I was born in Florida in 1988 and grew up north of Tampa until moving to Tennessee in 2007. In 2021, I uprooted myself, again, and headed to New England. I’m a perpetual student with almost 20 years of cumulative university study under my belt… and not a single degree to show for it! Why? I’ll tell you, later. For wage slavery, I’m a software developer, but that’s not very exciting….
I’d much rather be making money as a career musician. Or a writer. Or literally anything other than a participant in capitalism. I’m a philosopher in the truest sense of the word, particularly fond of neoplatonism and transcendentalism, but also of Mill’s utilitarianism and Stirner’s Egoism (balanced with a healthy dose of ethical philosophy, mind you!). I’m an occultist, and an initiate of transgressive mysticism (yeah, nobody knows what that means, that’s okay… I got you!) but that doesn’t really concern anyone else (unless you want to talk to me about philosophy and magic and weird shit? Please? Please!?).

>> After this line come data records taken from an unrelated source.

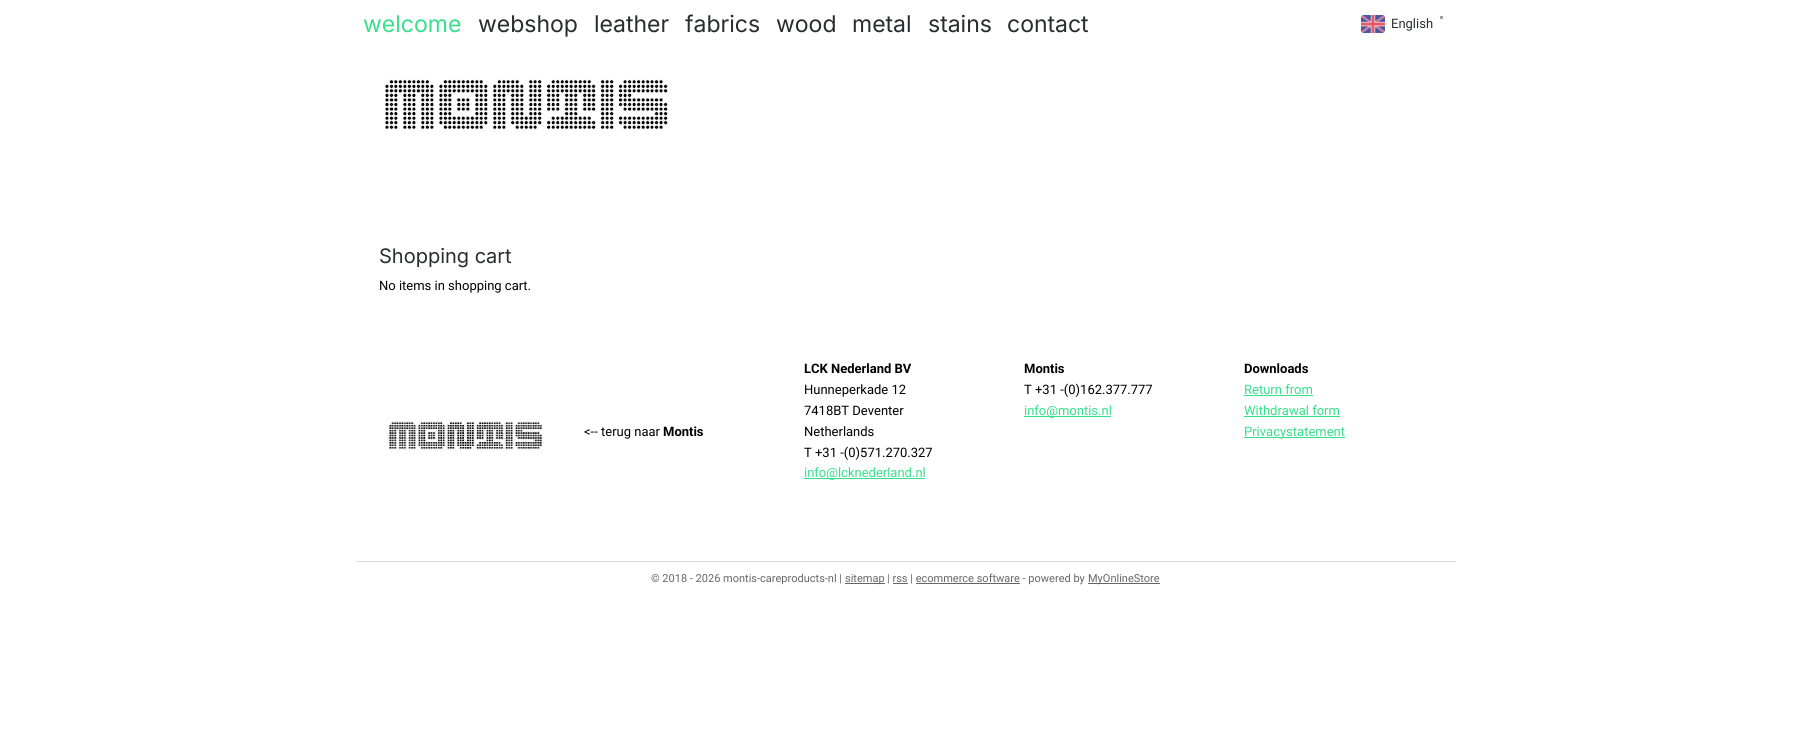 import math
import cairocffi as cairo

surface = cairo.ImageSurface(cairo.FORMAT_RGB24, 1811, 753)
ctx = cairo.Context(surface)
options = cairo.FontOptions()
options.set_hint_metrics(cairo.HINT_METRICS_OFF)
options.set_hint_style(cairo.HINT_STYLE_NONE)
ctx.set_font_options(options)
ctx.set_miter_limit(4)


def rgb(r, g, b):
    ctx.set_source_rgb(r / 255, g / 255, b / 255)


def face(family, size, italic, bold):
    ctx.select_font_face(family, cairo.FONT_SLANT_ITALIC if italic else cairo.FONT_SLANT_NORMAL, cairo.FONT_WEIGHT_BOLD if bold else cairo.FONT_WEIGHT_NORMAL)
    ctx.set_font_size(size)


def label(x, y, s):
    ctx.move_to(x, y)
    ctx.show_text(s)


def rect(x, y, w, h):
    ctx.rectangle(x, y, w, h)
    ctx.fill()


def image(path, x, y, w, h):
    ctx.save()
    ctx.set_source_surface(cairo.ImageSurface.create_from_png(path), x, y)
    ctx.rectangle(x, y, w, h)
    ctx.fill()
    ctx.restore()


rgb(255, 255, 255)
ctx.paint()
face('Inter', 23, 0, 0)
rgb(54, 224, 139)
label(363, 32, 'welcome')
rgb(42, 44, 46)
label(478, 32, 'webshop')
label(594, 32, 'leather')
label(685, 32, 'fabrics')
label(776, 32, 'wood')
label(852, 32, 'metal')
label(928, 32, 'stains')
label(1007, 32, 'contact')
image('image0.png', 1361, 15, 24, 18)
rgb(159, 160, 161)
rect(1440, 16, 3, 3)
face('Roboto', 13, 0, 0)
rgb(42, 44, 46)
label(1391, 28, 'English')
image('image1.png', 385, 79, 283, 51)
face('Inter', 20, 0, 0)
label(379, 263, 'Shopping cart')
face('Roboto', 13, 0, 0)
rgb(0, 0, 0)
label(379, 290, 'No items in shopping cart.')
image('image2.png', 387, 421, 156, 30)
label(584, 436, '<-- terug naar')
face('Roboto', 13, 0, 1)
label(663, 436, 'Montis')
label(804, 373, 'LCK Nederland BV')
face('Roboto', 13, 0, 0)
label(804, 394, 'Hunneperkade 12')
label(804, 415, '7418BT Deventer')
label(804, 436, 'Netherlands')
label(804, 457, 'T +31 -(0)571.270.327')
rgb(54, 224, 139)
rect(804, 478, 121, 1)
label(804, 477, 'info@lcknederland.nl')
face('Roboto', 13, 0, 1)
rgb(0, 0, 0)
label(1024, 373, 'Montis')
face('Roboto', 13, 0, 0)
label(1024, 394, 'T +31 -(0)162.377.777')
rgb(54, 224, 139)
rect(1024, 416, 87, 1)
label(1024, 415, 'info@montis.nl')
face('Roboto', 13, 0, 1)
rgb(0, 0, 0)
label(1244, 373, 'Downloads')
face('Roboto', 13, 0, 0)
rgb(54, 224, 139)
label(1244, 394, 'Return from')
rect(1244, 395, 69, 1)
label(1244, 415, 'Withdrawal form')
rect(1244, 416, 96, 1)
rect(1244, 437, 101, 1)
label(1244, 436, 'Privacystatement')
rgb(217, 217, 217)
rect(356, 561, 1100, 1)
face('Roboto', 11, 0, 0)
rgb(102, 102, 102)
label(651, 582, '© 2018 - 2026 montis-careproducts-nl |')
rect(845, 583, 40, 1)
label(845, 582, 'sitemap')
label(887, 582, '| rss | ecommerce software - powered by')
rect(1088, 583, 72, 1)
label(1088, 582, 'MyOnlineStore')
rect(893, 583, 15, 1)
rect(916, 583, 104, 1)
surface.write_to_png('render.png')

I guess you could say I became an activist in 2002 when I started working with my local FNB and a direct action animal rights advocacy group. I was 11 years old when I first labeled myself an anarchist and, despite all efforts, that has not changed in over a quarter of a century.
I did, at one point, try to maintain an open-mindedness towards “statist” politics — I dabbled in democratic socialism and liberal socialism and put a genuine effort into trying to “accept” them as “the best possible option.” I could not.

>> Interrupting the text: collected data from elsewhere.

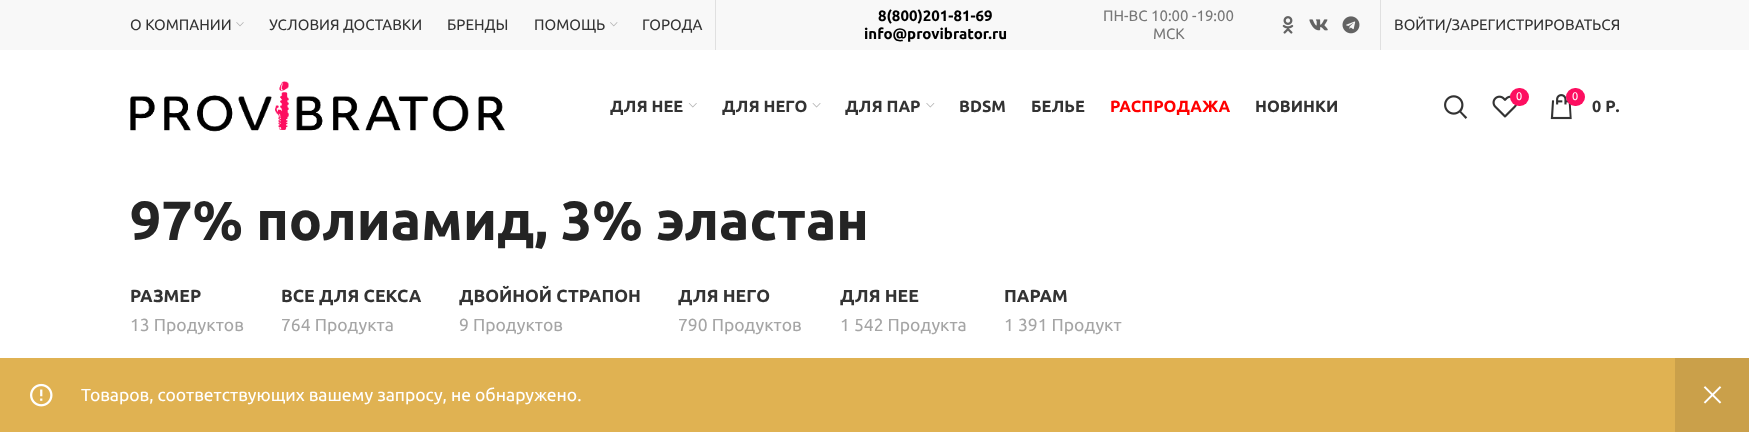 (async () => {
    const canvas = document.querySelector("canvas");
    canvas.width = 1749;
    canvas.height = 432;
    const context = canvas.getContext("2d");
    context.miterLimit = 4;
    context.fontKerning = "normal";
    function write(s, x, y, font, color) {
        context.font = font;
        context.fillStyle = color;
        context.fillText(s, x, y);
    }
    function block(x, y, w, h, color) {
        context.fillStyle = color;
        context.fillRect(x, y, w, h);
    }
    function card(x, y, w, h, r, color) {
        context.fillStyle = color;
        context.beginPath();
        context.roundRect(x, y, w, h, r);
        context.fill();
    }
    async function photo(src, x, y, w, h) {
        const img = new Image();
        img.src = src;
        await img.decode();
        context.drawImage(img, x, y, w, h);
    }

    block(0, 0, 1749, 432, "rgb(255, 255, 255)");
    block(0, 0, 1749, 50, "rgb(248, 248, 248)");
    write("О КОМПАНИИ", 130, 30, "15px Ubuntu", "rgb(51, 51, 51)");
    await photo("media/1.png", 236, 22, 8, 5);
    write("УСЛОВИЯ ДОСТАВКИ", 269, 30, "15px Ubuntu", "rgb(51, 51, 51)");
    write("БРЕНДЫ", 447, 30, "15px Ubuntu", "rgb(51, 51, 51)");
    write("ПОМОЩЬ", 534, 30, "15px Ubuntu", "rgb(51, 51, 51)");
    await photo("media/2.png", 610, 22, 8, 5);
    write("ГОРОДА", 642, 30, "15px Ubuntu", "rgb(51, 51, 51)");
    block(715, 0, 1, 50, "rgb(224, 224, 224)");
    write("8(800)201-81-69", 878, 21, "bold 15px Ubuntu", "rgb(0, 0, 0)");
    write("info@provibrator.ru", 864, 39, "bold 15px Ubuntu", "rgb(0, 0, 0)");
    write("ПН-ВС 10:00 -19:00", 1103, 21, "15px Ubuntu", "rgb(119, 119, 119)");
    write("МСК", 1153, 39, "15px Ubuntu", "rgb(119, 119, 119)");
    await photo("media/3.png", 1282, 16, 12, 18);
    await photo("media/4.png", 1309, 19, 19, 12);
    await photo("media/5.png", 1342, 16, 18, 18);
    block(1380, 0, 1, 50, "rgb(224, 224, 224)");
    write("ВОЙТИ/ЗАРЕГИСТРИРОВАТЬСЯ", 1394, 30, "15px Ubuntu", "rgb(51, 51, 51)");
    await photo("media/6.png", 130, 81, 375, 51);
    write("ДЛЯ НЕЕ", 610, 112, "bold 16.25px Ubuntu", "rgb(51, 51, 51)");
    await photo("media/7.png", 688, 103, 9, 5);
    write("ДЛЯ НЕГО", 722, 112, "bold 16.25px Ubuntu", "rgb(51, 51, 51)");
    await photo("media/8.png", 812, 103, 9, 5);
    write("ДЛЯ ПАР", 845, 112, "bold 16.25px Ubuntu", "rgb(51, 51, 51)");
    await photo("media/9.png", 926, 103, 9, 5);
    write("BDSM", 959, 112, "bold 16.25px Ubuntu", "rgb(51, 51, 51)");
    write("БЕЛЬЕ", 1031, 112, "bold 16.25px Ubuntu", "rgb(51, 51, 51)");
    write("РАСПРОДАЖА", 1110, 112, "bold 16.25px Ubuntu", "rgb(255, 0, 0)");
    write("НОВИНКИ", 1255, 112, "bold 16.25px Ubuntu", "rgb(51, 51, 51)");
    await photo("media/10.png", 1444, 95, 24, 24);
    await photo("media/11.png", 1492, 95, 25, 23);
    card(1510, 88, 19, 18, 9, "rgb(253, 14, 96)");
    write("0", 1516, 100, "11px Ubuntu", "rgb(255, 255, 255)");
    await photo("media/12.png", 1550, 94, 22, 26);
    card(1566, 88, 19, 18, 9, "rgb(253, 14, 96)");
    write("0", 1572, 100, "11px Ubuntu", "rgb(255, 255, 255)");
    write("0 Р.", 1592, 112, "bold 16.25px Ubuntu", "rgb(51, 51, 51)");
    write("97% полиамид, 3% эластан", 130, 240, "bold 55px Ubuntu", "rgb(36, 36, 36)");
    write("РАЗМЕР", 130, 302, "bold 17.5px Ubuntu", "rgb(51, 51, 51)");
    write("13 Продуктов", 130, 331, "17.5px Ubuntu", "rgb(165, 165, 165)");
    write("ВСЕ ДЛЯ СЕКСА", 281, 302, "bold 17.5px Ubuntu", "rgb(51, 51, 51)");
    write("764 Продукта", 281, 331, "17.5px Ubuntu", "rgb(165, 165, 165)");
    write("ДВОЙНОЙ СТРАПОН", 459, 302, "bold 17.5px Ubuntu", "rgb(51, 51, 51)");
    write("9 Продуктов", 459, 331, "17.5px Ubuntu", "rgb(165, 165, 165)");
    write("ДЛЯ НЕГО", 678, 302, "bold 17.5px Ubuntu", "rgb(51, 51, 51)");
    write("790 Продуктов", 678, 331, "17.5px Ubuntu", "rgb(165, 165, 165)");
    write("ДЛЯ НЕЕ", 840, 302, "bold 17.5px Ubuntu", "rgb(51, 51, 51)");
    write("1 542 Продукта", 840, 331, "17.5px Ubuntu", "rgb(165, 165, 165)");
    write("ПАРАМ", 1004, 302, "bold 17.5px Ubuntu", "rgb(51, 51, 51)");
    write("1 391 Продукт", 1004, 331, "17.5px Ubuntu", "rgb(165, 165, 165)");
    block(0, 358, 1675, 74, "rgb(224, 178, 82)");
    await photo("media/13.png", 30, 383, 23, 24);
    write("Товаров, соответствующих вашему запросу, не обнаружено.", 81, 401, "17.5px Ubuntu", "rgb(255, 255, 255)");
    block(1675, 358, 74, 74, "rgb(202, 160, 74)");
    await photo("media/14.png", 1703, 386, 19, 18);
})();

I usually call myself an anarchist without adjectives; properly, I’m a mutualist and a syndicalist but I’m also heavily influenced by environmentalism and sustainability, and I’m not opposed to working with any other “kinds” of anarchists. These different flavors of anarchism are all just theoretical, right now and I don’t see a reason that we need to settle on just one for the whole world after the revolution… Pragmatically, I don’t think it matters what we call ourselves — what really matters is what we actually build and whether it is efficient, liberating, and fair. That should be the goal, and I expect the solution will be somewhere between socialism, syndicalism, left-markets, and localism (and, yes, I have intentionally excluded communism from this list — I’ll explain later and it’s not because I “hate” communism).